Peterlini: Wir können in Europa vieles von den Vereinigten Staaten lernen, z.B. eine gewisse Form der Mobilität, die Fähigkeit, Entscheidungen zu treffen, Ideen und unternehmerische Initiativen schnell in die Tat umzusetzen, denn wir haben hier zuviel bürokratische Trägheit, zu viele Bremsen. Das ist die positive Seite. Aber von der amerikanischen Sozialpolitik können wir überhaupt nichts lernen. Hier ist das alte und oft verleumdete Europa immer noch ein gutes Vorbild.

In Amerika kann man vor einem Krankenhaus sterben, wenn man kein Geld für die Krankenversicherung hat; hier stirbt niemand auf diese Weise. Selbst der Ärmste kann, ohne Papiere, Geld oder Versicherung, in ein Krankenhaus gehen und behandelt werden. Das ist ein grundsätzlicher Unterschied, den ich niemals vergessen werde. Es ist einer der großen Vorzüge Europas.

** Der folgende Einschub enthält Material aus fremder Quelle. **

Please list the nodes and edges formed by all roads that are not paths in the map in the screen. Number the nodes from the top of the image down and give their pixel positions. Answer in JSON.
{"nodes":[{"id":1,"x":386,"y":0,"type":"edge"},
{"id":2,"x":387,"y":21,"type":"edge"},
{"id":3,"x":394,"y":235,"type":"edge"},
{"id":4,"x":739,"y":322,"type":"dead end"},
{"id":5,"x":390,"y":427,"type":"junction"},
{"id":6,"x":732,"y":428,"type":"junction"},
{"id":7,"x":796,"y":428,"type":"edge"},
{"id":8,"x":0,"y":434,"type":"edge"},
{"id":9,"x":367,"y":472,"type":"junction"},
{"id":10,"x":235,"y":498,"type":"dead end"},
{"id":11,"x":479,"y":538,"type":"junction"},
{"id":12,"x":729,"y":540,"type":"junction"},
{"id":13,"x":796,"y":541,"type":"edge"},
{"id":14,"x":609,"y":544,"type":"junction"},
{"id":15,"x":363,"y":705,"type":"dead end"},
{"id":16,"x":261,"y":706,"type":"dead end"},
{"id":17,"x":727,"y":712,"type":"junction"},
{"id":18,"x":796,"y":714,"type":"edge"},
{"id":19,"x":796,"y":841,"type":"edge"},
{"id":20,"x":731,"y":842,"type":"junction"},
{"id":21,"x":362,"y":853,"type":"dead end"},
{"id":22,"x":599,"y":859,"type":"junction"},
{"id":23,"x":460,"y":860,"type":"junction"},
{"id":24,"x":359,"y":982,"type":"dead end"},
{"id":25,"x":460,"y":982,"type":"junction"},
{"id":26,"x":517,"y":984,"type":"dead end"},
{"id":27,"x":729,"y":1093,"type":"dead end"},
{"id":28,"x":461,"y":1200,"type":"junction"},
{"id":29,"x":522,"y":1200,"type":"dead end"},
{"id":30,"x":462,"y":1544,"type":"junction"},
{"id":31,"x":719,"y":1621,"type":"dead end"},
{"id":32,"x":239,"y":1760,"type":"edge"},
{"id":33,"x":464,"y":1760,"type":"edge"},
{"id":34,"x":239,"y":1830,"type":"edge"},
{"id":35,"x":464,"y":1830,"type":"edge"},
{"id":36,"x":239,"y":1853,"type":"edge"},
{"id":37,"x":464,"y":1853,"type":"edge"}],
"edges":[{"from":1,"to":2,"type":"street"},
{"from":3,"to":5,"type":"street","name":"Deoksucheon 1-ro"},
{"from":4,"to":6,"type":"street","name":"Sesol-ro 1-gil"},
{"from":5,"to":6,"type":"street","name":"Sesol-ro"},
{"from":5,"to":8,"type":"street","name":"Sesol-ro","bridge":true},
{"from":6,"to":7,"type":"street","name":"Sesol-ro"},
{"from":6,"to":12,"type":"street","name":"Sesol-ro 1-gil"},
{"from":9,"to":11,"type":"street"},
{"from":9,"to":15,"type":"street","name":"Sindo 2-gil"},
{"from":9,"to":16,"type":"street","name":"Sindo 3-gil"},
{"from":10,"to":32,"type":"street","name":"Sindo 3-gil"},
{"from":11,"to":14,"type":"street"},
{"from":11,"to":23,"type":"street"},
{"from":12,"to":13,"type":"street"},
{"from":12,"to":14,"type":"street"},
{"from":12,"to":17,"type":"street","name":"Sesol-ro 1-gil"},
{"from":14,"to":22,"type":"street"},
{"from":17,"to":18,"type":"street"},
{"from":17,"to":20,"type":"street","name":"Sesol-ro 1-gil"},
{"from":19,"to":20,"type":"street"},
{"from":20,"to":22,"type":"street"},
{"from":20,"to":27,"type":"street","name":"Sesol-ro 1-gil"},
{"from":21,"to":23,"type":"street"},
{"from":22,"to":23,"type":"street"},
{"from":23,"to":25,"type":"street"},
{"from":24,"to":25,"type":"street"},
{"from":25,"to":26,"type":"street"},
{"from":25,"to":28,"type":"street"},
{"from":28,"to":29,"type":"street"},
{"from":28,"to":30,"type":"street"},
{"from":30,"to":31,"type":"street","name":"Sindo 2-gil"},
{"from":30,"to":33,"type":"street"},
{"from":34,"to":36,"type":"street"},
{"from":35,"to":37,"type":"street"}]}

Auch wir sind mit einer Krise des Rentensystems konfrontiert, weil der staatliche Fonds, aus denen die Sozialsysteme finanziert werden, von den Einzahlungen der Beschäftigten abhängt. Das war in der Vergangenheit eine sehr solide Pyramide: Viele junge Menschen arbeiteten und zahlten ihre Beiträge, mit denen die Älteren unterstützt wurden. Diese Pyramide ist nicht mehr so stabil, weil die Kinderzahl immer weiter sinkt, während die Lebenserwartung deutlich gestiegen ist. Die Geburtenrate beträgt in Italien 1,2 Kinder pro Frau, und die durchschnittliche Lebenserwartung ist in den letzten 30 Jahren auf 80 Jahre angestiegen. Künftig werden sich die Verhältnisse umkehren, der Anteil der älteren Menschen über 60 Jahre wird auf mehr als 30 Prozent steigen.

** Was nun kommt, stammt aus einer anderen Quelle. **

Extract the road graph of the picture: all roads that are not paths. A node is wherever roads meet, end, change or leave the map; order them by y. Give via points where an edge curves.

Das traditionelle System reicht dann alleine nicht mehr aus. Wir werden in Italien und in Europa eine zweite Säule einführen müssen, die nicht auf Spekulation, sondern auf Ersparnissen beruht, so daß man sich entscheiden kann, zusätzlich zur staatlichen Rente auch eine private Pension zu beziehen. Bush sagt nun, daß er nur diese zweite Säule haben will, und das wäre eine Katastrophe.

Die erste Säule abzuschaffen, wäre unverantwortlich, und ich hoffe, daß Europa dies niemals hinnehmen und dagegen ankämpfen wird, was Bush mit den amerikanischen Bürgern versucht.

Wir müssen deshalb darüber nachdenken, wie wir die Realwirtschaft auf globaler Ebene wieder in Gang setzen können. Und wir müssen wieder auf den Vorschlag eines Neuen Bretton Woods zurückkommen, denn die Papierpyramide kann wachsen, aber sie kollabiert beim ersten Windstoß. Auch wenn wir mit Papierwerten umgehen müssen, am Ende zählt nur die Realwirtschaft. Finanzwetten erzeugen keine Arbeitsplätze, Güter oder Fabriken. Wir brauchen eine neue Finanzarchitektur, um diese Finanzpapierspiele zu verhindern.